Only those individual predictions from remote sensor units determined to be not typical are transmitted to the central processor unit. Several remote processor units may be aggregated for transmission of data to the central processor unit for the second stage of fault detection and analysis. This transmission can be by means of broadband power line technology (BPL) or wireless transmission or the combination of the two. For example, several remote processor units can be grouped into a wireless local area network (LAN) which communicates with a transmitter centrally located to that particular wireless local area network. If the technology used is limited to BPL, each remote processor unit would have a connection to the central processor unit to be able to be able to transmit the amount of data equivalent to two to five seconds or more of sampled readout of its associated sensor. Other technologies can be used to transmit the data.
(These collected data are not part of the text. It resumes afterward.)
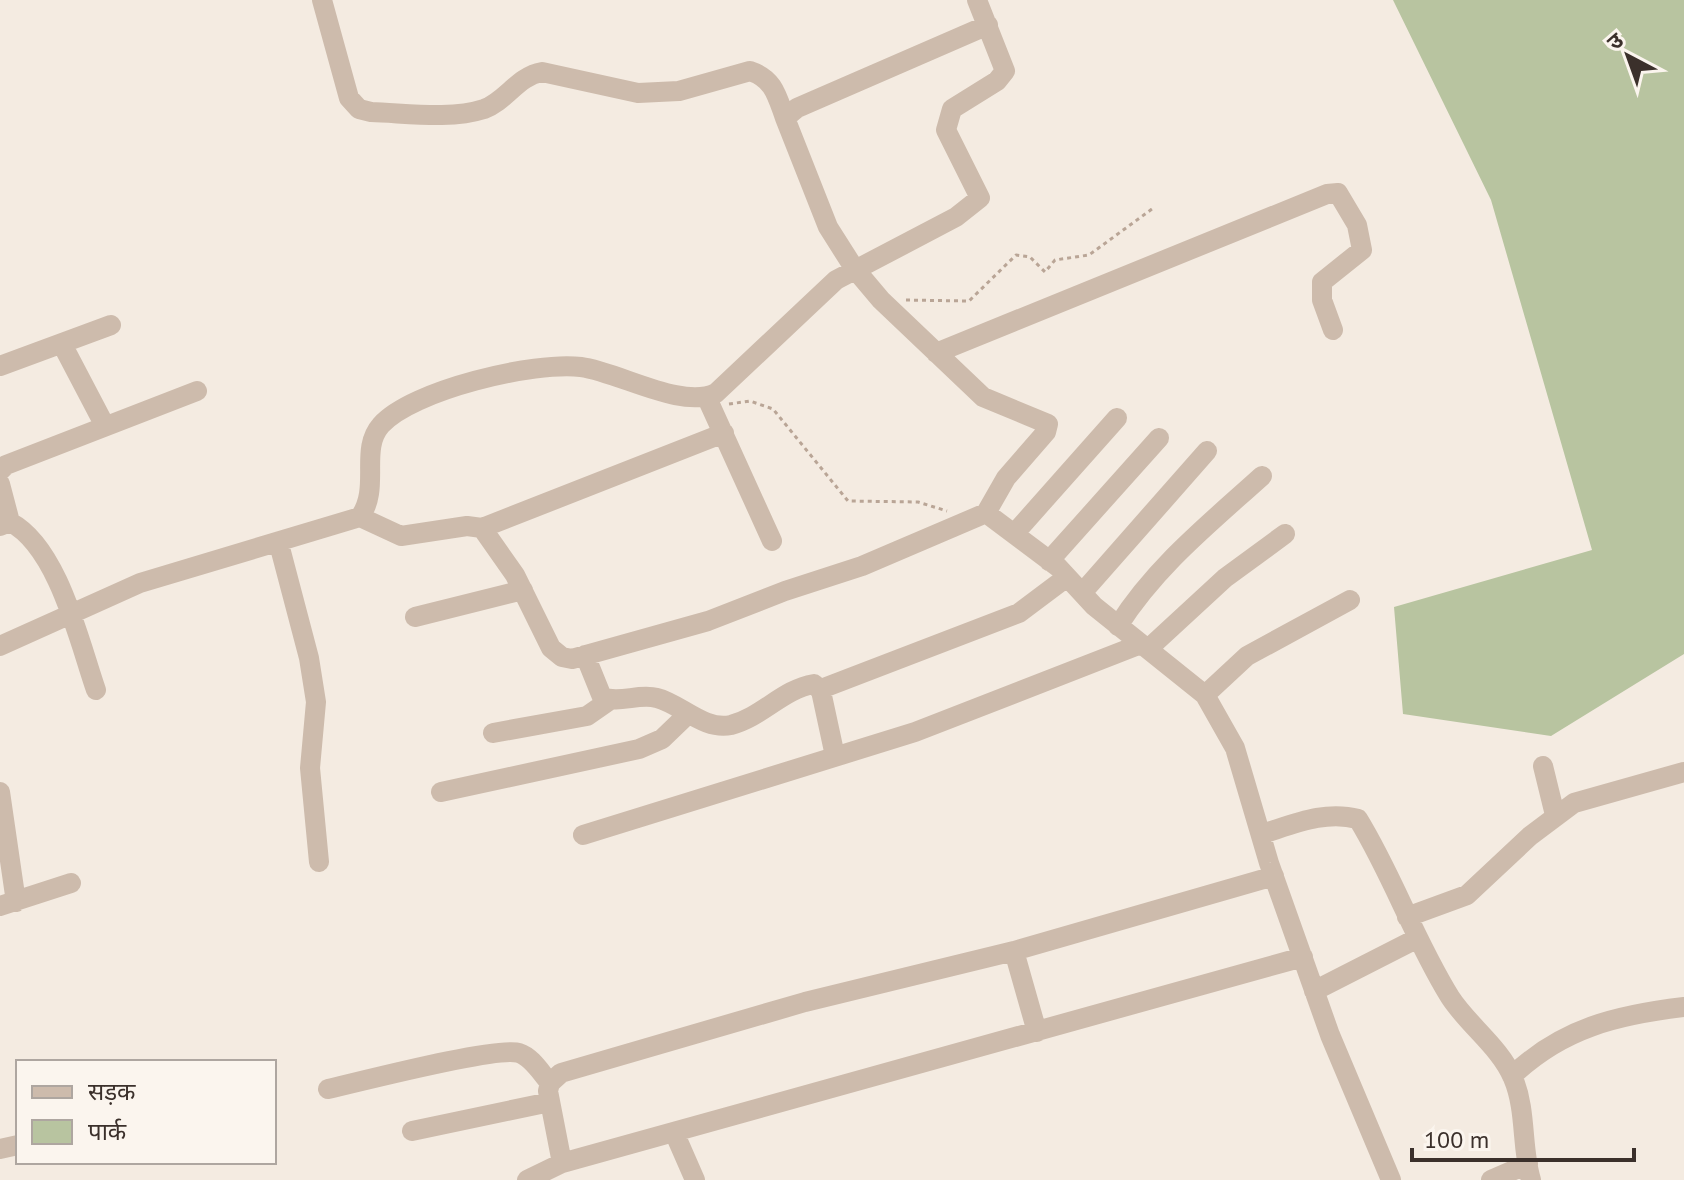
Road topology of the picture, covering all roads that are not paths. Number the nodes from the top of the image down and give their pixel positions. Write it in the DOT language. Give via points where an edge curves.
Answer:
graph roads {
  1 [pos="322,0"];
  2 [pos="977,0"];
  3 [pos="988,25"];
  4 [pos="785,118"];
  5 [pos="854,268"];
  6 [pos="111,325"];
  7 [pos="1333,330"];
  8 [pos="62,344"];
  9 [pos="936,353"];
  10 [pos="0,366"];
  11 [pos="197,391"];
  12 [pos="707,398"];
  13 [pos="1117,418"];
  14 [pos="105,426"];
  15 [pos="724,433"];
  16 [pos="1159,438"];
  17 [pos="1207,451"];
  18 [pos="1,468"];
  19 [pos="1262,476"];
  20 [pos="986,513"];
  21 [pos="360,517"];
  22 [pos="5,524"];
  23 [pos="482,528"];
  24 [pos="1014,534"];
  25 [pos="1285,534"];
  26 [pos="772,541"];
  27 [pos="279,544"];
  28 [pos="1049,561"];
  29 [pos="1067,577"];
  30 [pos="523,590"];
  31 [pos="1082,593"];
  32 [pos="1350,600"];
  33 [pos="70,613"];
  34 [pos="415,617"];
  35 [pos="1118,626"];
  36 [pos="0,646"];
  37 [pos="1145,647"];
  38 [pos="585,655"];
  39 [pos="821,689"];
  40 [pos="96,690"];
  41 [pos="1205,695"];
  42 [pos="610,700"];
  43 [pos="688,714"];
  44 [pos="493,733"];
  45 [pos="835,756"];
  46 [pos="1543,766"];
  47 [pos="1684,772"];
  48 [pos="0,792"];
  49 [pos="441,792"];
  50 [pos="1555,815"];
  51 [pos="1262,834"];
  52 [pos="583,835"];
  53 [pos="319,862"];
  54 [pos="1274,876"];
  55 [pos="71,883"];
  56 [pos="8,904"];
  57 [pos="1407,917"];
  58 [pos="1416,939"];
  59 [pos="1014,951"];
  60 [pos="1303,957"];
  61 [pos="1314,991"];
  62 [pos="1684,1007"];
  63 [pos="1037,1032"];
  64 [pos="1512,1076"];
  65 [pos="328,1089"];
  66 [pos="550,1093"];
  67 [pos="412,1131"];
  68 [pos="674,1132"];
  69 [pos="562,1163"];
  70 [pos="1530,1172"];
  71 [pos="534,1178"];
  72 [pos="695,1180"];
  73 [pos="1391,1180"];
  74 [pos="1491,1180"];
  1 -- 4 [label="street" via="344,87 359,109 459,113 485,108 532,73 542,72 638,93 709,85 750,71 774,87"];
  2 -- 3 [label="street"];
  3 -- 4 [label="street" via="797,108"];
  3 -- 5 [label="street" via="1005,71 952,109 946,130 980,198 956,217"];
  4 -- 5 [label="street" via="828,227"];
  5 -- 9 [label="street"];
  5 -- 12 [label="street" via="812,301 728,385"];
  6 -- 8 [label="street"];
  7 -- 9 [label="street" via="1322,300 1322,282 1362,250 1357,225 1338,193"];
  8 -- 10 [label="street"];
  8 -- 14 [label="street"];
  9 -- 20 [label="street" via="983,397 1048,424"];
  11 -- 14 [label="street"];
  12 -- 15 [label="street"];
  12 -- 21 [label="street" via="579,367 552,367 449,387 378,428 372,439 368,505"];
  13 -- 24 [label="street"];
  14 -- 18 [label="street"];
  15 -- 23 [label="street"];
  15 -- 26 [label="street"];
  16 -- 28 [label="street"];
  17 -- 31 [label="street"];
  18 -- 22 [label="street"];
  19 -- 35 [label="street" via="1171,558"];
  20 -- 24 [label="street"];
  20 -- 38 [label="street" via="862,566 708,621"];
  21 -- 23 [label="street" via="401,536"];
  21 -- 27 [label="street"];
  22 -- 33 [label="street" via="23,529 43,553"];
  23 -- 30 [label="street"];
  24 -- 28 [label="street"];
  25 -- 37 [label="street"];
  27 -- 33 [label="street" via="140,583"];
  27 -- 53 [label="street" via="316,702 310,768"];
  28 -- 29 [label="street"];
  29 -- 31 [label="street"];
  29 -- 39 [label="street" via="1019,613"];
  30 -- 34 [label="street"];
  30 -- 38 [label="street" via="551,648 562,657"];
  31 -- 35 [label="street"];
  32 -- 41 [label="street" via="1247,656"];
  33 -- 36 [label="street"];
  33 -- 40 [label="street"];
  35 -- 37 [label="street"];
  37 -- 41 [label="street"];
  37 -- 45 [label="street"];
  38 -- 42 [label="street" via="597,689"];
  39 -- 43 [label="street" via="804,686 729,725"];
  39 -- 45 [label="street"];
  41 -- 51 [label="street" via="1235,748"];
  42 -- 43 [label="street" via="652,696"];
  42 -- 44 [label="street" via="587,716"];
  43 -- 49 [label="street" via="662,739 639,749"];
  45 -- 52 [label="street"];
  46 -- 50 [label="street"];
  47 -- 50 [label="street" via="1604,792"];
  48 -- 56 [label="street"];
  50 -- 57 [label="street" via="1467,895"];
  51 -- 54 [label="street"];
  51 -- 57 [label="street" via="1323,816 1358,819 1387,866"];
  54 -- 59 [label="street"];
  54 -- 60 [label="street"];
  55 -- 56 [label="street"];
  57 -- 58 [label="street"];
  58 -- 61 [label="street"];
  58 -- 64 [label="street" via="1453,1001"];
  59 -- 63 [label="street"];
  59 -- 66 [label="street" via="805,1002 561,1073"];
  60 -- 61 [label="street"];
  60 -- 63 [label="street"];
  61 -- 73 [label="street"];
  62 -- 64 [label="street" via="1629,1016 1576,1033 1539,1050"];
  63 -- 68 [label="street"];
  64 -- 70 [label="street"];
  65 -- 66 [label="street" via="517,1052 533,1063"];
  66 -- 67 [label="street"];
  66 -- 69 [label="street"];
  68 -- 69 [label="street"];
  68 -- 72 [label="street"];
  69 -- 71 [label="street"];
  70 -- 74 [label="street"];
}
Action can be initiated either locally or centrally, as generally indicated by block 17. For example, the local interpretation of the data from the sensors 10 and 11 by the processor unit 12 may result in one of three actions. First, if the interpreted data indicates a high impedance fault, an automated circuit breaker function can be initiated. If, however, the interpreted data, while identified as not typical, is inconclusive as to the occurrence of a high impedance fault, the data is sent to central processor 16 for further analysis. Finally, if the interpreted data is determined to be typical, the data is ignored and no further action is taken. At the central processor 16, the data sent by the remote processor is further analyzed, and this analysis may result in one of three actions. First, if the interpreted data indicates a high impedance fault an automated circuit breaker function can be initiated. At the same time, an alarm and a display is generated to alert a human operator of the action taken. If, however, the interpreted data is not conclusive as to indicating a high impedance fault, the central processing unit 16 may generate an alarm, either audibly, visually or both, and provide a display to a human operator with a prompt to take some further action. Finally, if upon further analysis it is determined that no high impedance fault has occurred, the data is ignored.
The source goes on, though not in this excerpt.